Riverside City College faculty and staff provide services through closures

By Saida Maalin
Saida Maalin | Viewpoints
Fairfax Avenue at Riverside City College is empty amid the closure of the campus due to the spread of COVID-19.

The class of 2020 graduation may be postponed according to Riverside City College President Gregory Anderson. 

“We’re still hoping to graduate the vast majority of students who would’ve been able to graduate,” Anderson said. “If there are still some labs that students need to make up because we were unable to put them online then it may delay their graduation.”

Faculty and staff have been working around the clock to keep students updated with real time information surrounding COVID-19.  

“We want to instill a sense of calm into our students, that we are here for you,” said Kristine Dimemmo, interim vice president of Planning and Development at RCC. “Our goal is to make sure you’re successful and (have) every tool in place to make sure you are.”

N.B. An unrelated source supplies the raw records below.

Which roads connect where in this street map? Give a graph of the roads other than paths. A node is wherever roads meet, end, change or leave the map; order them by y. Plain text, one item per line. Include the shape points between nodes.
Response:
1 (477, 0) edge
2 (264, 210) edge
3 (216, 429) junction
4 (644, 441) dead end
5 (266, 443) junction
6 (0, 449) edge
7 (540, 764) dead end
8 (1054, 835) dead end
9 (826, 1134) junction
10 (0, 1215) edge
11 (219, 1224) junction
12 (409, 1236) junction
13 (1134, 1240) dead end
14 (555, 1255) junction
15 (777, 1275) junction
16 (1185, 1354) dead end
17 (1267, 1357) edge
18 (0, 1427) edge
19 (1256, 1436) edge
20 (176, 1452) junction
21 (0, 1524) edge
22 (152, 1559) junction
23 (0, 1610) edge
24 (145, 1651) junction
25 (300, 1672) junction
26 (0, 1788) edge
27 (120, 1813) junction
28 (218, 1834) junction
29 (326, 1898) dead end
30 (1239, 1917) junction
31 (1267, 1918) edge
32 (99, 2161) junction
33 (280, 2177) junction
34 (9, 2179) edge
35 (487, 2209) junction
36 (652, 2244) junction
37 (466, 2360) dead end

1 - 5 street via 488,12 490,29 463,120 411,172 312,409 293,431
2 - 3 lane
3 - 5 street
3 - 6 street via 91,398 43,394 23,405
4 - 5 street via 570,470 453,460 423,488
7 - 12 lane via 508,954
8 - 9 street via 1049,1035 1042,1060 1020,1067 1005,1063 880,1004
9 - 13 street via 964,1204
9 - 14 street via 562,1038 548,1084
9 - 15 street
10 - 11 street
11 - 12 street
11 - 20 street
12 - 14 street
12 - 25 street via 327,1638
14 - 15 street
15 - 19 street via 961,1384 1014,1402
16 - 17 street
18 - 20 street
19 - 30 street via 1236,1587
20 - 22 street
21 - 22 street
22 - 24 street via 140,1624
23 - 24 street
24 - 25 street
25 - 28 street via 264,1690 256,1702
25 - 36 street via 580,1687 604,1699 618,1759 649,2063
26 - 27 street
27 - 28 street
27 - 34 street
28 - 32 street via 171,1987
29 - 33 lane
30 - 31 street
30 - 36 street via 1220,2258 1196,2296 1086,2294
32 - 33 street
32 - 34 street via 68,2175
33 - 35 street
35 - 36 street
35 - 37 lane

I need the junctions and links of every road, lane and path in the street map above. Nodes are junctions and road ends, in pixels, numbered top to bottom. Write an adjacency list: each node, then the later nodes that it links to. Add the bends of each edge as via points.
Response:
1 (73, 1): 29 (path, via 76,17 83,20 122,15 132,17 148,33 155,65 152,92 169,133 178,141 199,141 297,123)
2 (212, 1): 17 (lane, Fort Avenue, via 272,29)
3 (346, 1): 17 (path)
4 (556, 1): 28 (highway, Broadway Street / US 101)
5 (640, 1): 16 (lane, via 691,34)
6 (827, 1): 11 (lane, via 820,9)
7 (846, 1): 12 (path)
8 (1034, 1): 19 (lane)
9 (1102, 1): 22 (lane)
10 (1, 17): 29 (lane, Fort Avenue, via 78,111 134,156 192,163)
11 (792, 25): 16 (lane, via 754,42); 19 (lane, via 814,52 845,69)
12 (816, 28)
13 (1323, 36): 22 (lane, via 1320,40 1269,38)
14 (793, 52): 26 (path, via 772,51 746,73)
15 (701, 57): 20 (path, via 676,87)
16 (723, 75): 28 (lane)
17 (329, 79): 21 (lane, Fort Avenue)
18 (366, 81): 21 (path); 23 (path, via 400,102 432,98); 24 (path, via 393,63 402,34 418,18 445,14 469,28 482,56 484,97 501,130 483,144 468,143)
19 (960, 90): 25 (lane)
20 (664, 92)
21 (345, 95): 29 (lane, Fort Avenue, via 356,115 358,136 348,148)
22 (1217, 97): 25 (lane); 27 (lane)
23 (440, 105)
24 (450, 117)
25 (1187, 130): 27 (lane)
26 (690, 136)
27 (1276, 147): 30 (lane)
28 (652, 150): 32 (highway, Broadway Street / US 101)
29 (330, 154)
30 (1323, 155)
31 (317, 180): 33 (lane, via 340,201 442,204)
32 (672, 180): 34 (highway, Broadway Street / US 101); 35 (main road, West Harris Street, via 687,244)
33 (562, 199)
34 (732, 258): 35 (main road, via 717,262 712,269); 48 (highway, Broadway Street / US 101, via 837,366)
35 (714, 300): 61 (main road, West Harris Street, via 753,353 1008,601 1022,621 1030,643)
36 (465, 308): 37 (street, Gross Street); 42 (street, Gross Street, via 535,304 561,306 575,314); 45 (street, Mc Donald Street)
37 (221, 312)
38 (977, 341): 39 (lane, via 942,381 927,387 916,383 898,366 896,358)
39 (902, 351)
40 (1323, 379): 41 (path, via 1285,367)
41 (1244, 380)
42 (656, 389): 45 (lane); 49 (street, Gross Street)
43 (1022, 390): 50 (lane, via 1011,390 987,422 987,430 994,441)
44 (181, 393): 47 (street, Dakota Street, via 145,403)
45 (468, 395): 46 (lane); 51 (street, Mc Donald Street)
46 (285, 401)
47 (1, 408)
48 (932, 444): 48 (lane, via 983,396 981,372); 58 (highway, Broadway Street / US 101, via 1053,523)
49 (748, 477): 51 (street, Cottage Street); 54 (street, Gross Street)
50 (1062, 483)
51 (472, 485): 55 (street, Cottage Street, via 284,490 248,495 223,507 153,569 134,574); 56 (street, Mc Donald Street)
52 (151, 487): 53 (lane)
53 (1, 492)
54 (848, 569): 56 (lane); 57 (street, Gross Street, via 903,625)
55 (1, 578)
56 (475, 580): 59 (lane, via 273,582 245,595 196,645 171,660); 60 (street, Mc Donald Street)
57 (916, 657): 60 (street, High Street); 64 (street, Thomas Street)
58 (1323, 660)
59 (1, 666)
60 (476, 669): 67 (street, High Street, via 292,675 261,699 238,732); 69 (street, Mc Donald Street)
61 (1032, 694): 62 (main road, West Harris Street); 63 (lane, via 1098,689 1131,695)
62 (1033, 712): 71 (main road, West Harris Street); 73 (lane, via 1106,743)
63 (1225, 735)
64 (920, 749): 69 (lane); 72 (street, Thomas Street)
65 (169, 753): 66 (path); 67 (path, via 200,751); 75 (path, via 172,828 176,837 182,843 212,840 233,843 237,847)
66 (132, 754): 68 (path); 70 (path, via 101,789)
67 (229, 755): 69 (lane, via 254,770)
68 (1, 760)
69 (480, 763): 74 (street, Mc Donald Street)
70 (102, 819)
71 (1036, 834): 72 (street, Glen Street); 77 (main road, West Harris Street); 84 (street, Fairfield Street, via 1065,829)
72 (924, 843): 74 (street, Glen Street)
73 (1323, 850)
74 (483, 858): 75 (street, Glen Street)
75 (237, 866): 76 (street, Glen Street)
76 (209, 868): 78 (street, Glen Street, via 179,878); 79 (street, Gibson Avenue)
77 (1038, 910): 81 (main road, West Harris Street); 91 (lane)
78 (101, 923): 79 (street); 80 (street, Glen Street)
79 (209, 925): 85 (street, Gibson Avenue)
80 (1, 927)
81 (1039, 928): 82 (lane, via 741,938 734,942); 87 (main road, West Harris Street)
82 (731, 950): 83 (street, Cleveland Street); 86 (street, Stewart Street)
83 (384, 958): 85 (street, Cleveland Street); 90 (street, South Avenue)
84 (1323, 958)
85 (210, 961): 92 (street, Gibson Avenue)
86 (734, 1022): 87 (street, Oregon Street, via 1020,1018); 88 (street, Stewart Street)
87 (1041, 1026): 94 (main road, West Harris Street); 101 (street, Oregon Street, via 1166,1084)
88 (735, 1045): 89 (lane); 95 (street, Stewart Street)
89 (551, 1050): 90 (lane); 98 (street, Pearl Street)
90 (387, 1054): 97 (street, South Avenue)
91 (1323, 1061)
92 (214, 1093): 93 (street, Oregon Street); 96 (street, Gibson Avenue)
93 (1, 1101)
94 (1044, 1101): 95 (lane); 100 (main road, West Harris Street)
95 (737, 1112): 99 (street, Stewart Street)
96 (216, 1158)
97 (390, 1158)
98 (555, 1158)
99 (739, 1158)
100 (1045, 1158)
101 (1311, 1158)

Many departments have already begun using Zoom to hold meetings and lectures since all in person lectures, labs and meetings have been suspended.

 The Zoom app is free for students and can be downloaded using the App Store or Google Play Store and can be used on phones, tablets and computers. 

Garth Schultz, chair of the RCC Counseling Department, said he wants students to know that faculty care about each and every one of them and their individual circumstances during this challenging time.  

“For students without access to a computer, we have plans to use Google Voice and can use the Zoom audio-only option,” Schultz said. “Email always works too and we can respond to specific questions as they come in.” 

According to Shultz, support from counselors, faculty, staff and educational advisers will be available to answer any questions via email. 

“The student experience should be the same starting next week,”Schultz said. “It’s just that the environment that the experience occurs in will be a virtual one.”

 The counseling department will allow students to schedule appointments using the online system beginning the week of March 23. 

RCC student Lydia Lynn Bomar said faculty has done everything they can to keep her well informed. 

“Personally, I’m a little worried about not having that one on one time with my professors and not getting the resources that are provided on campus,” Bromar said. “But my counselor Jermery Johnson has personally reached out to all of his students to make sure we have the resources we need to succeed such as laptops and WiFi” 

Other student programs such as EOPS, NextUp and CARE will allow their students to schedule appointments with counselors and will contact their students via telephone or email the same week. UJIMA counselors will begin reaching out to their students to obtain academic progress individually.  

“RCC is working together across programs and disciplines like I have never seen before,” said Schultz.  

Resources for student success are being offered throughout the school.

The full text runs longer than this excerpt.